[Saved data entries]
┏━━
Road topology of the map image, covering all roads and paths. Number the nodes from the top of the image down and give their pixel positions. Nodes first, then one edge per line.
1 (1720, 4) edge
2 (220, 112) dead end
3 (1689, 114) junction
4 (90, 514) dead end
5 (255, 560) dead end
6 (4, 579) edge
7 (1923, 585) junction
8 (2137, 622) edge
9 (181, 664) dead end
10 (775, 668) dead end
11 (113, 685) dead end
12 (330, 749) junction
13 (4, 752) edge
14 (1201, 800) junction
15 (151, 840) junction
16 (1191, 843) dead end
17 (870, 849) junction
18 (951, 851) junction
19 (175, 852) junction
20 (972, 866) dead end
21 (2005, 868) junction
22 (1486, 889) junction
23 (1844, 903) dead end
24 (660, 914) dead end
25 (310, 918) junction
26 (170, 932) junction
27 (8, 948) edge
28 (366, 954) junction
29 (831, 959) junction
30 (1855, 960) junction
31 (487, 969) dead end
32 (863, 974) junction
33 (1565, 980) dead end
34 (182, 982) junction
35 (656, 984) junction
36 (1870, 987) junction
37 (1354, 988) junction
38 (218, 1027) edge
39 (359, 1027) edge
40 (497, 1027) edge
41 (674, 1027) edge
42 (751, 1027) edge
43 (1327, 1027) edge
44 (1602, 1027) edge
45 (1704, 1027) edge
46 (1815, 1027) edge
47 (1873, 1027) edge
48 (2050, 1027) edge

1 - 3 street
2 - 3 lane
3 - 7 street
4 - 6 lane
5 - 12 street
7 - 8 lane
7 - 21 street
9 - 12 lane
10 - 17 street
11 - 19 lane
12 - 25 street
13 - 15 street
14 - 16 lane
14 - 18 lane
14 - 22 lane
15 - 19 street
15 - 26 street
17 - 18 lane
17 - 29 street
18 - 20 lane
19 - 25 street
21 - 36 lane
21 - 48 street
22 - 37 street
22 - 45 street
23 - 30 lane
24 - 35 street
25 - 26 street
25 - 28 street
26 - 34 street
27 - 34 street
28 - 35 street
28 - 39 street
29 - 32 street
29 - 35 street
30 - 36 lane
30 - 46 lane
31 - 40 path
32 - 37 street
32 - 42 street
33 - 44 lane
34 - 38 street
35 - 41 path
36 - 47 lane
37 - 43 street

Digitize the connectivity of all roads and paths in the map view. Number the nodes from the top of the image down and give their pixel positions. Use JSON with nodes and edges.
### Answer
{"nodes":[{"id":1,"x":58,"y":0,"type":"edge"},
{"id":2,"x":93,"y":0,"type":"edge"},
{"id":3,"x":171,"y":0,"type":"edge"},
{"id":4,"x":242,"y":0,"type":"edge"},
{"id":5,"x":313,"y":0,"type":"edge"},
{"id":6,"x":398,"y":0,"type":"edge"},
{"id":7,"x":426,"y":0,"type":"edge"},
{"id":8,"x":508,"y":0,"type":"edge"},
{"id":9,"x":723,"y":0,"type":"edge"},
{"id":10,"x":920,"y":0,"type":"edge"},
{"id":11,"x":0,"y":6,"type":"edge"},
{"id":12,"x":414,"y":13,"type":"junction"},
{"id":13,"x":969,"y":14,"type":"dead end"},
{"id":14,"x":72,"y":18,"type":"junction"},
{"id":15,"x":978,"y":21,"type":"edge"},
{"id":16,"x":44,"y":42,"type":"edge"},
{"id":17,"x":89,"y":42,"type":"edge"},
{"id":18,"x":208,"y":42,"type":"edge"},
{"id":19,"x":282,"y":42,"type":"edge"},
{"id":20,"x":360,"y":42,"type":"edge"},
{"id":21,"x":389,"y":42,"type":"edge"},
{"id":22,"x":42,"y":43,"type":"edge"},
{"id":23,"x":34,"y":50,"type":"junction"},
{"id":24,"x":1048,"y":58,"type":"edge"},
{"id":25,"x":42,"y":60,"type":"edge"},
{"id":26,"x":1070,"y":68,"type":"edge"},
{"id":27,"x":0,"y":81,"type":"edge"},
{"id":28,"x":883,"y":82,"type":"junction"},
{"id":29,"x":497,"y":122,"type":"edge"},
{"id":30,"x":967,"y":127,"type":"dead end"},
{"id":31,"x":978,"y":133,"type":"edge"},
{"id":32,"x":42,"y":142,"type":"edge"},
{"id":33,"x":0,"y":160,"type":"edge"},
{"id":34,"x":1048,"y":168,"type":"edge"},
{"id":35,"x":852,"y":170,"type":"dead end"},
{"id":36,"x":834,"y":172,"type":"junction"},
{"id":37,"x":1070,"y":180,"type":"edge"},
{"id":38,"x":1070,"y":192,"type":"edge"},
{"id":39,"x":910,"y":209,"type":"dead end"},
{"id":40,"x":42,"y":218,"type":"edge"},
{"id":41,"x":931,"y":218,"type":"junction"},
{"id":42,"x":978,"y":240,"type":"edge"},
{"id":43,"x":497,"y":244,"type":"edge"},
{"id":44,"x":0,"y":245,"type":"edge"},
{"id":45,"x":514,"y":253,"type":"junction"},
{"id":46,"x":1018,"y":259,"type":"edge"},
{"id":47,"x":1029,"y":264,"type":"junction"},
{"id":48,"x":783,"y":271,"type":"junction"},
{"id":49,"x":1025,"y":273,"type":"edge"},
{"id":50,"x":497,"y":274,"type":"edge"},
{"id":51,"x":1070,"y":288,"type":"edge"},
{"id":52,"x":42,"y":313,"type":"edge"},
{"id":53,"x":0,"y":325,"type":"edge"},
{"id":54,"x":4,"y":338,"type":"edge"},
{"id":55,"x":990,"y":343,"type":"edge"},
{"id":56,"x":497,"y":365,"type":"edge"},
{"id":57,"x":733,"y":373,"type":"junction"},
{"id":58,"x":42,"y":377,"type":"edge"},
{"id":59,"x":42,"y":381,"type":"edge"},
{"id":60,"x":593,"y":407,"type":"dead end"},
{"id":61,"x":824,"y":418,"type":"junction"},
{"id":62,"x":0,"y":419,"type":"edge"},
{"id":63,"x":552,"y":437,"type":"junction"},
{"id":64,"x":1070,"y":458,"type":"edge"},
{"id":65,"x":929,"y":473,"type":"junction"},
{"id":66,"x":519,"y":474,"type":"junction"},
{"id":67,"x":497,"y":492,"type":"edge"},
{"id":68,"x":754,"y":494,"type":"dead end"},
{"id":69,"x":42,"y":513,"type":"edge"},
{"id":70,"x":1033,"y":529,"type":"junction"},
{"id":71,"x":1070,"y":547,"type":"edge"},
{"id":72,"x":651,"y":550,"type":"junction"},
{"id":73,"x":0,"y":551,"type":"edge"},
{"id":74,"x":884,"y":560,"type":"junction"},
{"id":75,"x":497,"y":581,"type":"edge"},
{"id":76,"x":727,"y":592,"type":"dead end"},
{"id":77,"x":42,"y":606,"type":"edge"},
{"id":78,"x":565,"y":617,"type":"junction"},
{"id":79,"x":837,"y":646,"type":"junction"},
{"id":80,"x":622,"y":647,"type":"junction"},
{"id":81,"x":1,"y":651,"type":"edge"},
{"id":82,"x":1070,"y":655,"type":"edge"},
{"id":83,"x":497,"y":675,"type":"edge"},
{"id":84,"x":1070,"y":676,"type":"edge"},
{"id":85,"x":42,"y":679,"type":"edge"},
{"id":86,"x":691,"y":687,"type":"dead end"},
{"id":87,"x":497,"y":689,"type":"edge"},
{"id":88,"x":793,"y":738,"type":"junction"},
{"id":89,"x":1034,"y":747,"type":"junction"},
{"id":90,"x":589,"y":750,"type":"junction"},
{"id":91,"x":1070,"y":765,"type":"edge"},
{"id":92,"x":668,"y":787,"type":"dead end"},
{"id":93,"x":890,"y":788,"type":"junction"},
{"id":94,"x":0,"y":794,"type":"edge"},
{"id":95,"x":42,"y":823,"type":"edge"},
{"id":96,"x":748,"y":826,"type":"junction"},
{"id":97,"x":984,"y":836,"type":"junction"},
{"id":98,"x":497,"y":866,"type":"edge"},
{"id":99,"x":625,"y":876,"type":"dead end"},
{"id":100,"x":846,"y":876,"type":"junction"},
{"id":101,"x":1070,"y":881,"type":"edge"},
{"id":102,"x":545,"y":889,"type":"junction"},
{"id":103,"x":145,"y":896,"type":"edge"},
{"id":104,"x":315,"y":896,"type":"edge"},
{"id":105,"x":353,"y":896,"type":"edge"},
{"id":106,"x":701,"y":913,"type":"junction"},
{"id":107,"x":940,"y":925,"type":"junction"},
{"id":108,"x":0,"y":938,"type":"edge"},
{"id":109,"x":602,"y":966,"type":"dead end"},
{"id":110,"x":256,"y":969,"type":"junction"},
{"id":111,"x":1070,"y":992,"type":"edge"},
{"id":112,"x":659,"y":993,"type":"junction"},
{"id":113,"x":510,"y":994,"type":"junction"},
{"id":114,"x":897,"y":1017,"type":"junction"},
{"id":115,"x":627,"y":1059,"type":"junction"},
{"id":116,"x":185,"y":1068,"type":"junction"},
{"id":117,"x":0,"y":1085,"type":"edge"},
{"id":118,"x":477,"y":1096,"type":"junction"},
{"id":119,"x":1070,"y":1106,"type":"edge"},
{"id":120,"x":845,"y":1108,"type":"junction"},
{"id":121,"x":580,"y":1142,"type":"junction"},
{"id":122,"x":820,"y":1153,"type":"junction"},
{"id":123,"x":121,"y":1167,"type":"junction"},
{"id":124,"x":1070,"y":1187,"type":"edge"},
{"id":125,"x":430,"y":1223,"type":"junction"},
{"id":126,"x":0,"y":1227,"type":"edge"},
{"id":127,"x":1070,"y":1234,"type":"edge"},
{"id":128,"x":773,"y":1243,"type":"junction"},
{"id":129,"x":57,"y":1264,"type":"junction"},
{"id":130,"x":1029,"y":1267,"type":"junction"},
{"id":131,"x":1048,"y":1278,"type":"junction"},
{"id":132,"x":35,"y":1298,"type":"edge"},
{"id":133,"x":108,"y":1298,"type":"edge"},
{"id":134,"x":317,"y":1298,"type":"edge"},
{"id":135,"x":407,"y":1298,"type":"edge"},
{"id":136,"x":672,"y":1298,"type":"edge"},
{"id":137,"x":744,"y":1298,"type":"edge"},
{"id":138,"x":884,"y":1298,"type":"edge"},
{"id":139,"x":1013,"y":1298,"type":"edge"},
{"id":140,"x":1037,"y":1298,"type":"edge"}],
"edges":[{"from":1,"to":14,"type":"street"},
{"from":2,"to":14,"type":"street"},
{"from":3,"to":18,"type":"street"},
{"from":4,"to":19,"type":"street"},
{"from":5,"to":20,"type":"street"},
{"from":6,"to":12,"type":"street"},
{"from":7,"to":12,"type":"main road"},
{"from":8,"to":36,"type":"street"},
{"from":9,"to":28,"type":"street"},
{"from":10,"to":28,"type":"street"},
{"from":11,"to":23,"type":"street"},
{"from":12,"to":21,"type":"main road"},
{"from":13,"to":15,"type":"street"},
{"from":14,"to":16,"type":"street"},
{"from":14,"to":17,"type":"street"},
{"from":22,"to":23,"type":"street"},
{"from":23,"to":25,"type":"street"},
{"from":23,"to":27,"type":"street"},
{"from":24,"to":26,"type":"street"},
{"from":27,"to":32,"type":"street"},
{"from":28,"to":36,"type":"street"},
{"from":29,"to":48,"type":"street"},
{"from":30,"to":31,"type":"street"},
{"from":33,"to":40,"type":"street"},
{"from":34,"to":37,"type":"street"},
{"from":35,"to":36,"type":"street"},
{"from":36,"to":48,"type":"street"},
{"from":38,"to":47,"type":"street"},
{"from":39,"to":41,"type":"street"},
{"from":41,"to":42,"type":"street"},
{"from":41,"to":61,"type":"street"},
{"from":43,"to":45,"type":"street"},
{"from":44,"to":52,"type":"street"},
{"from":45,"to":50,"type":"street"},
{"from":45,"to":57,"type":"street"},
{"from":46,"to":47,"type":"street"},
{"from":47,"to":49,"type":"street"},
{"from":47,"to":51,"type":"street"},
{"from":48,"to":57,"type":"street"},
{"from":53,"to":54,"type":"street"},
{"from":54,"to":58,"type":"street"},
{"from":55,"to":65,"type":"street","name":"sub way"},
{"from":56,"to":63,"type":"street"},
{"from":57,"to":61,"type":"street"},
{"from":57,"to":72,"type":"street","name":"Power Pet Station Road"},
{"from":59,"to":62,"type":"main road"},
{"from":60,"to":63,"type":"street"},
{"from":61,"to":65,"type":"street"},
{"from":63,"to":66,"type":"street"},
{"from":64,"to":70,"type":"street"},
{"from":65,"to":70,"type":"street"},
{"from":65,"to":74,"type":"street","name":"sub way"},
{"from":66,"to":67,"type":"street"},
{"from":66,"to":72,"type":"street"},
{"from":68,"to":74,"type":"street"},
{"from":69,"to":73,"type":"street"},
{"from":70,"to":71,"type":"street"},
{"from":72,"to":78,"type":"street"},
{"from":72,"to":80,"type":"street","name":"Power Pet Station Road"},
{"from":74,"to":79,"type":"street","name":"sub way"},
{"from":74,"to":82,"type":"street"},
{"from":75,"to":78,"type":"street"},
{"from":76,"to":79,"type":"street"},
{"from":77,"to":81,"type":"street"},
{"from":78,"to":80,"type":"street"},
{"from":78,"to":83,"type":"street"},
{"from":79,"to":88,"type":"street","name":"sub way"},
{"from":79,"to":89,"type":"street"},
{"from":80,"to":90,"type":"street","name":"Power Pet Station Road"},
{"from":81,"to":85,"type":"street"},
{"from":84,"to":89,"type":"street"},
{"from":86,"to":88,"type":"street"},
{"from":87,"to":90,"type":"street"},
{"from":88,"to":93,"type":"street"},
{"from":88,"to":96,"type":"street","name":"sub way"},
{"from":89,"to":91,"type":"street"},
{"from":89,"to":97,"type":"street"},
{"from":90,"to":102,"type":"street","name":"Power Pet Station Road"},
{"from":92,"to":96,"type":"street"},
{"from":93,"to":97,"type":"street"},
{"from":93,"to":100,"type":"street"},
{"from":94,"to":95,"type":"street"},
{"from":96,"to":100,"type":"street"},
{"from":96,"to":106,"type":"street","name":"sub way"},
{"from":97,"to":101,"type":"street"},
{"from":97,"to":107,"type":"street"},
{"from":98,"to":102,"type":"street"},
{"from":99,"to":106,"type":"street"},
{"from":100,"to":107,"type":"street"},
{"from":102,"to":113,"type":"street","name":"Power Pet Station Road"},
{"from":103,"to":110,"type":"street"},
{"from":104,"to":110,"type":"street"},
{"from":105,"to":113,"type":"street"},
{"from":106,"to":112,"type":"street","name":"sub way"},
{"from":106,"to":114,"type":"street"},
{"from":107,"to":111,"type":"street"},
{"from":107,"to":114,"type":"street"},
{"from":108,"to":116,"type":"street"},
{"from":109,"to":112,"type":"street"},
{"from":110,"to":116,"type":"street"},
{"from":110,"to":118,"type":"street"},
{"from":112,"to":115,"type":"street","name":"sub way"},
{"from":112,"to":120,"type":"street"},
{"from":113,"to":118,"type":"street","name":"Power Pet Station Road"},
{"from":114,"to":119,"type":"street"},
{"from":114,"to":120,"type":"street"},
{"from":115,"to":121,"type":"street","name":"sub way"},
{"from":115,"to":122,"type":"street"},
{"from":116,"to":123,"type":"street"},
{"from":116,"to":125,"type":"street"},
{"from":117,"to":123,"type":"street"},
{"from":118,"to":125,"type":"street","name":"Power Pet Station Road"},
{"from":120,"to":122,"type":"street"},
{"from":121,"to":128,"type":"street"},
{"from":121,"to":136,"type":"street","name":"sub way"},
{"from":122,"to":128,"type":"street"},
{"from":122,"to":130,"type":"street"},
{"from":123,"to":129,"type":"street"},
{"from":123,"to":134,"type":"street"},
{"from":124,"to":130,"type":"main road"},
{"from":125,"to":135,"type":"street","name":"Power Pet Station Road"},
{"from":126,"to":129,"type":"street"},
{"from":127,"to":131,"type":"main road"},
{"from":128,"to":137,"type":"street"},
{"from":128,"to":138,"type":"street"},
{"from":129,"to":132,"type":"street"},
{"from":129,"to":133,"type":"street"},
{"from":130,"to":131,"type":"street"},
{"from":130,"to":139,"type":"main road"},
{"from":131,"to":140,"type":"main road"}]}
┗━━
Task: Each line in the data that holds the string "main" should be found and copied.

Answer for this exercise:
{"from":7,"to":12,"type":"main road"},
{"from":12,"to":21,"type":"main road"},
{"from":59,"to":62,"type":"main road"},
{"from":124,"to":130,"type":"main road"},
{"from":127,"to":131,"type":"main road"},
{"from":130,"to":139,"type":"main road"},
{"from":131,"to":140,"type":"main road"}]}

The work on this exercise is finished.